Give every entry below again, exactly as written, and skip the images.

------------------------------------------------------------

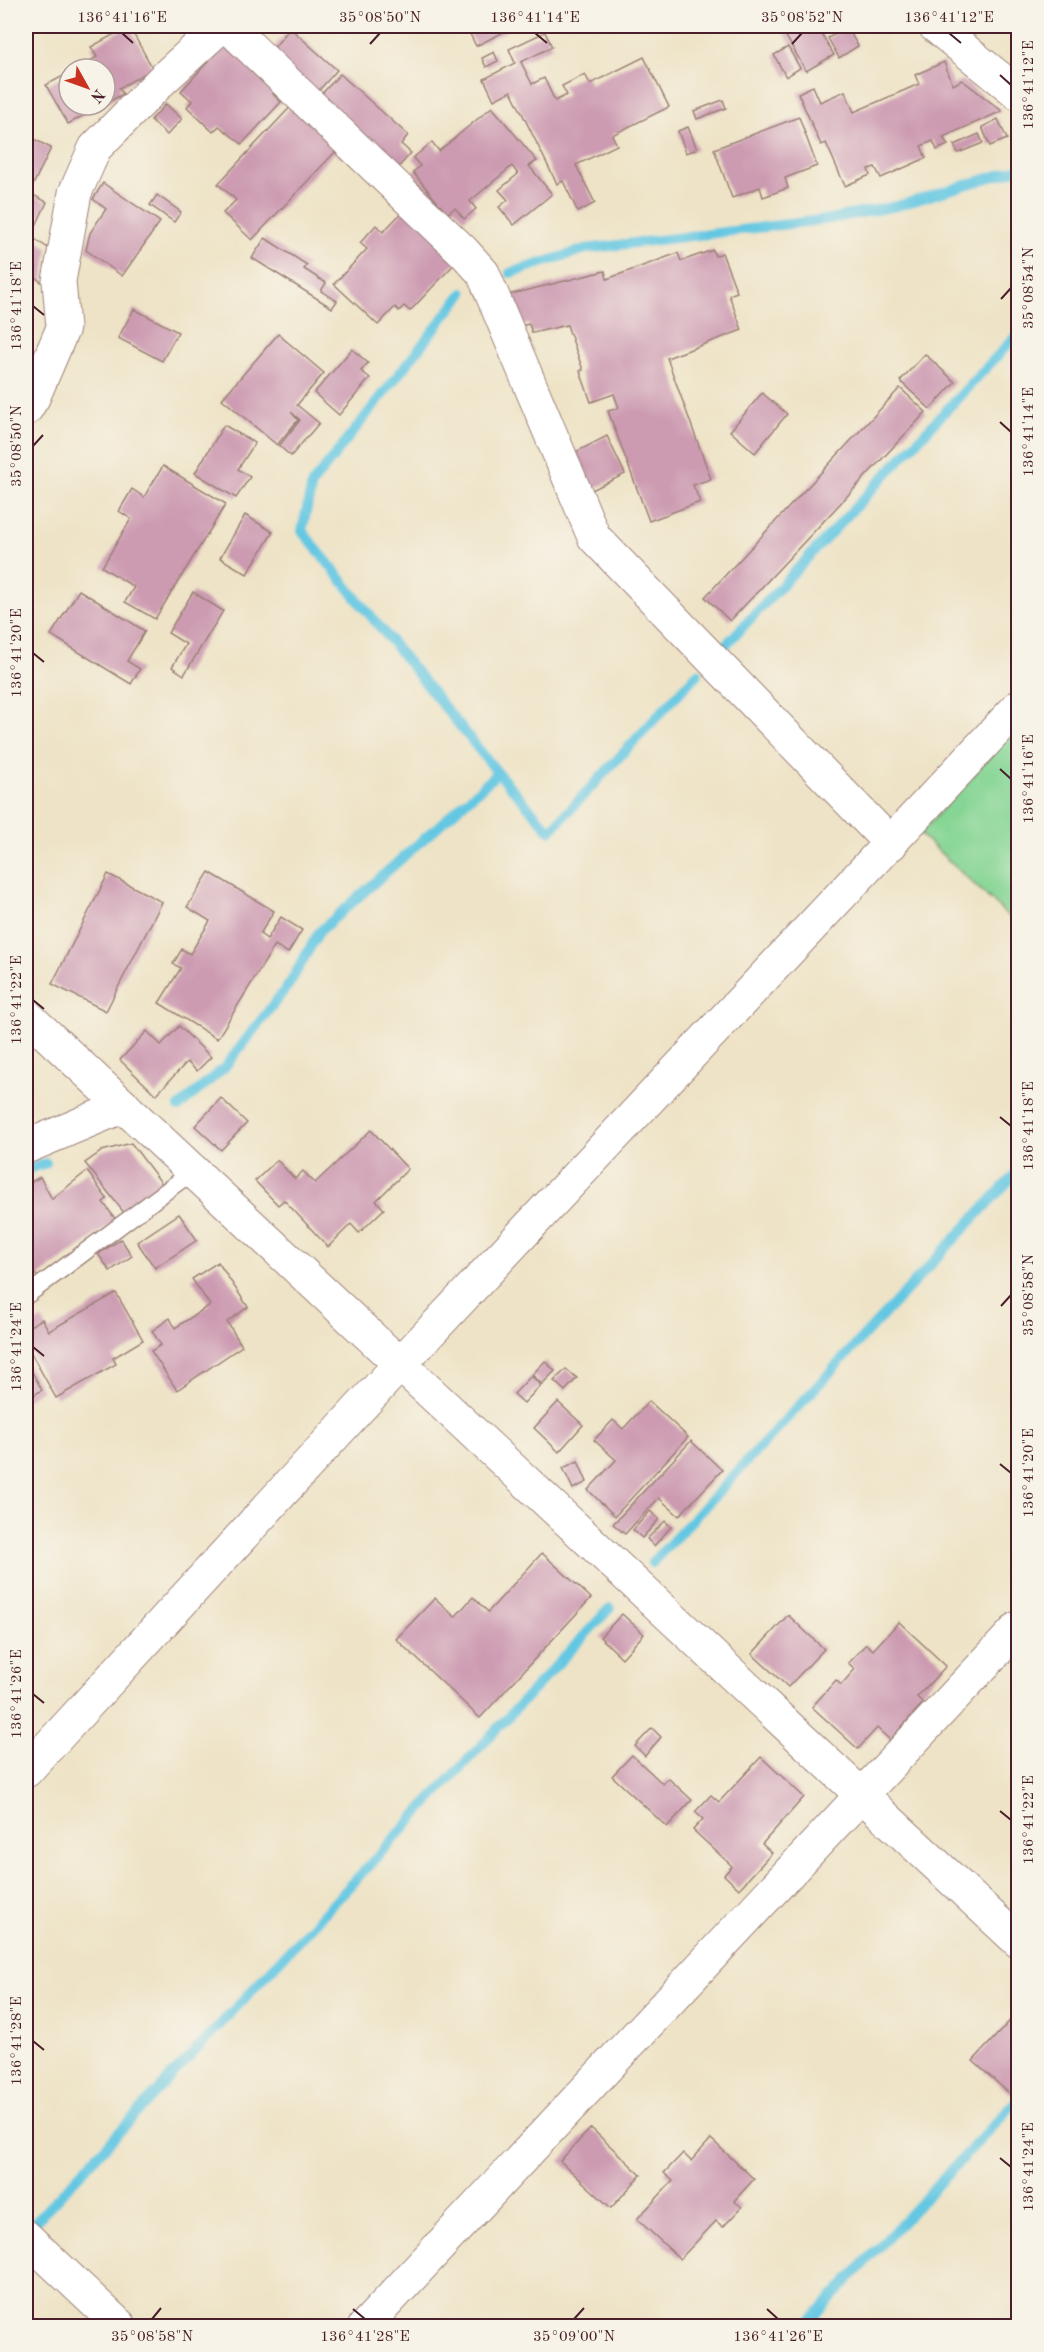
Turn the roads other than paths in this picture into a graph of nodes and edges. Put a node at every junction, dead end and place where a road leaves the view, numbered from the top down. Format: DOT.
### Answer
graph roads {
  1 [pos="220,26"];
  2 [pos="228,26"];
  3 [pos="935,26"];
  4 [pos="1018,93"];
  5 [pos="26,409"];
  6 [pos="1018,707"];
  7 [pos="891,844"];
  8 [pos="26,1015"];
  9 [pos="124,1106"];
  10 [pos="26,1147"];
  11 [pos="193,1171"];
  12 [pos="26,1296"];
  13 [pos="400,1364"];
  14 [pos="1018,1628"];
  15 [pos="26,1771"];
  16 [pos="862,1795"];
  17 [pos="1018,1941"];
  18 [pos="26,2237"];
  19 [pos="120,2326"];
  20 [pos="365,2326"];
  1 -- 5 [label="street"];
  2 -- 7 [label="street"];
  3 -- 4 [label="street"];
  6 -- 7 [label="street"];
  7 -- 13 [label="street"];
  8 -- 9 [label="street"];
  9 -- 10 [label="street"];
  9 -- 11 [label="street"];
  11 -- 12 [label="lane"];
  11 -- 13 [label="street"];
  13 -- 15 [label="street"];
  13 -- 16 [label="street"];
  14 -- 16 [label="street"];
  16 -- 17 [label="street"];
  16 -- 20 [label="street"];
  18 -- 19 [label="street"];
}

------------------------------------------------------------

(Result below)
Turn the roads other than paths in this picture into a graph of nodes and edges. Put a node at every junction, dead end and place where a road leaves the view, numbered from the top down. Format: DOT.
### Answer
graph roads {
  1 [pos="220,26"];
  2 [pos="228,26"];
  3 [pos="935,26"];
  4 [pos="1018,93"];
  5 [pos="26,409"];
  6 [pos="1018,707"];
  7 [pos="891,844"];
  8 [pos="26,1015"];
  9 [pos="124,1106"];
  10 [pos="26,1147"];
  11 [pos="193,1171"];
  12 [pos="26,1296"];
  13 [pos="400,1364"];
  14 [pos="1018,1628"];
  15 [pos="26,1771"];
  16 [pos="862,1795"];
  17 [pos="1018,1941"];
  18 [pos="26,2237"];
  19 [pos="120,2326"];
  20 [pos="365,2326"];
  1 -- 5 [label="street"];
  2 -- 7 [label="street"];
  3 -- 4 [label="street"];
  6 -- 7 [label="street"];
  7 -- 13 [label="street"];
  8 -- 9 [label="street"];
  9 -- 10 [label="street"];
  9 -- 11 [label="street"];
  11 -- 12 [label="lane"];
  11 -- 13 [label="street"];
  13 -- 15 [label="street"];
  13 -- 16 [label="street"];
  14 -- 16 [label="street"];
  16 -- 17 [label="street"];
  16 -- 20 [label="street"];
  18 -- 19 [label="street"];
}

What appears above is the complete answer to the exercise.